Background and Objectives: Medical educators have expressed interest in using less didactic and more interactive formats for academic half-days (AHDs) in postgraduate residency training. We assessed the feasibility and effectiveness of implementing a practice-based small-group learning (PBSGL) process as one part of AHDs.

Methods: A mixed-methods approach was used. Over a two-year period, family medicine residents at the University of Calgary took part in PBSGL sessions during their AHDs, discussing clinical cases presented in evidence-based educational modules and reflecting on clinical experiences with the guidance of a trained peer facilitator. Data sources to explore experiences with the PBSGL process included an evaluation questionnaire, a practice reflection tool (PRT; documenting patient management plans) and individual interviews (n=19) with residents and faculty preceptors.

Results: Of 148 residents, 139 (93%) agreed to participate. Participants were divided into groups of 14-16 members to discuss 12 different module topics. Participants indicated that ongoing small-group interactions were helpful in meeting learning needs and provided opportunities to share and learn from experiences of others in a safe environment. Group facilitation by residents was successful. Level of resident participation and time to preread modules were factors contributing to successful small-group interactions. Modules were rated as effective learning tools, and sample cases were perceived as representing typical cases encountered in practice. Although participants intended to apply their learning to practice, follow through was hindered by lack of relevant clinical cases.
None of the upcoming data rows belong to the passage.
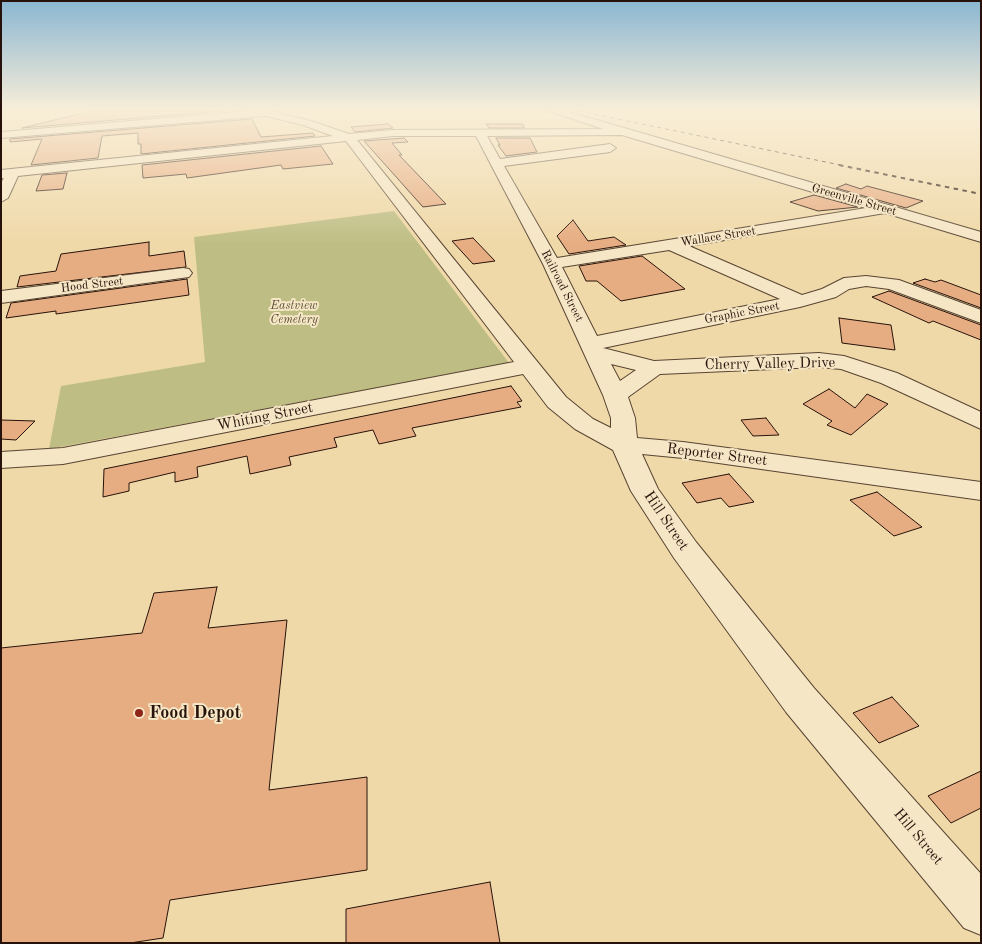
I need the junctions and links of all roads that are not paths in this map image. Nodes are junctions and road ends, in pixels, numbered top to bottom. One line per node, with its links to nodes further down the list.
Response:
1 (166, 155): 7 (street)
2 (362, 155): 18 (street)
3 (492, 155): 6 (street, Railroad Street)
4 (555, 155): 6 (street)
5 (698, 155): 9 (street, Greenville Street)
6 (496, 163): 12 (street, Railroad Street)
7 (5, 170): 8 (street)
8 (1, 198)
9 (884, 209): 10 (street, Greenville Street); 11 (street, Wallace Street)
10 (981, 237)
11 (670, 244): 12 (street, Wallace Street); 15 (street)
12 (552, 264): 17 (street, Railroad Street)
13 (183, 274): 14 (street, Hood Street)
14 (1, 297)
15 (800, 301): 16 (street, Graphic Street); 17 (street, Graphic Street)
16 (981, 317)
17 (593, 349): 19 (street, Cherry Valley Drive); 20 (street, Railroad Street)
18 (527, 366): 22 (street); 23 (street, Whiting Street)
19 (654, 368): 20 (street); 21 (street, Cherry Valley Drive)
20 (615, 395): 22 (street, Railroad Street)
21 (981, 422)
22 (624, 445): 24 (street, Reporter Street); 25 (street, Hill Street)
23 (1, 460)
24 (981, 491)
25 (981, 911)

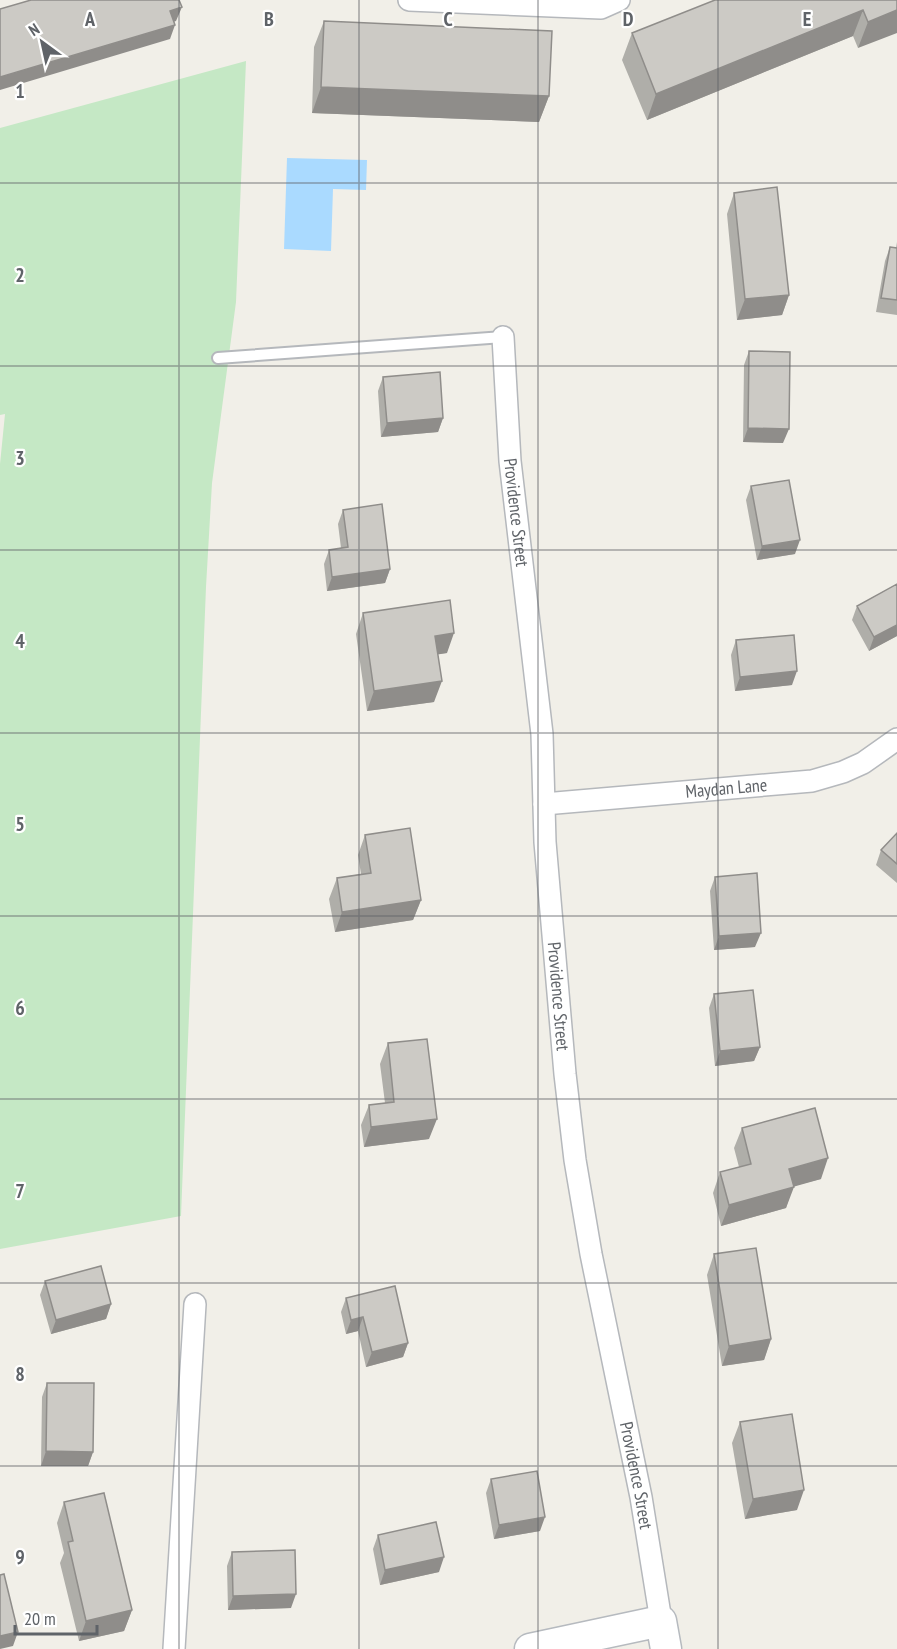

Conclusions: Ongoing small-group learning facilitated by residents, coupled with evidence-based educational materials, was a feasible approach to AHDs.


Postgraduate medical education is situated in clinical environments where residents may not always have adequate exposure to important learning topics. To address this gap, academic half-days (AHDs) have been developed. AHDs are regularly-scheduled educational events under faculty supervision outside clinical time.1 Traditionally, AHDs have focused on didactic presentations, but recently there has been a push for more interactive formats incorporating best educational principles2,3 (opportunities for case-based experiential and social learning, reflection on current approaches, exploration of clinical reasoning, development of self-directed learning approaches).

In 2010, the family medicine (FM) residency program at the University of Calgary made changes to its AHDs based on the educational literature.4-6 To provide an active learning environment the program7,8 “communities-of-learners” were developed by using the process and content of a well-established continuing medical education (CME) program—Practice-Based Small-Group Learning (PBSGL).9 The PBSGL process is based on self-selected groups of physicians meeting monthly with a trained peer facilitator, discussing evidence-based modules on various clinical topics and using a practice reflection tool (PRT)10 to document any planned practice changes resulting from each meeting.9 The goal of PBSGL is to provide a safe learning environment for physicians to reflect on practice and identify gaps between current and best practice. Practice reflections are enhanced through small-group discussions by sharing practice experiences around clinical topics provided in evidence-based educational modules.

This study used a mixed-methods approach11 to assess the feasibility and effectiveness of implementing PBSGL during AHDs, investigate mediators to this learning approach, and determine the impact on intentions related to lifelong learning.

Methods

Figure 1 provides an overview of the study recruitment, preparation, protocol, and data collection.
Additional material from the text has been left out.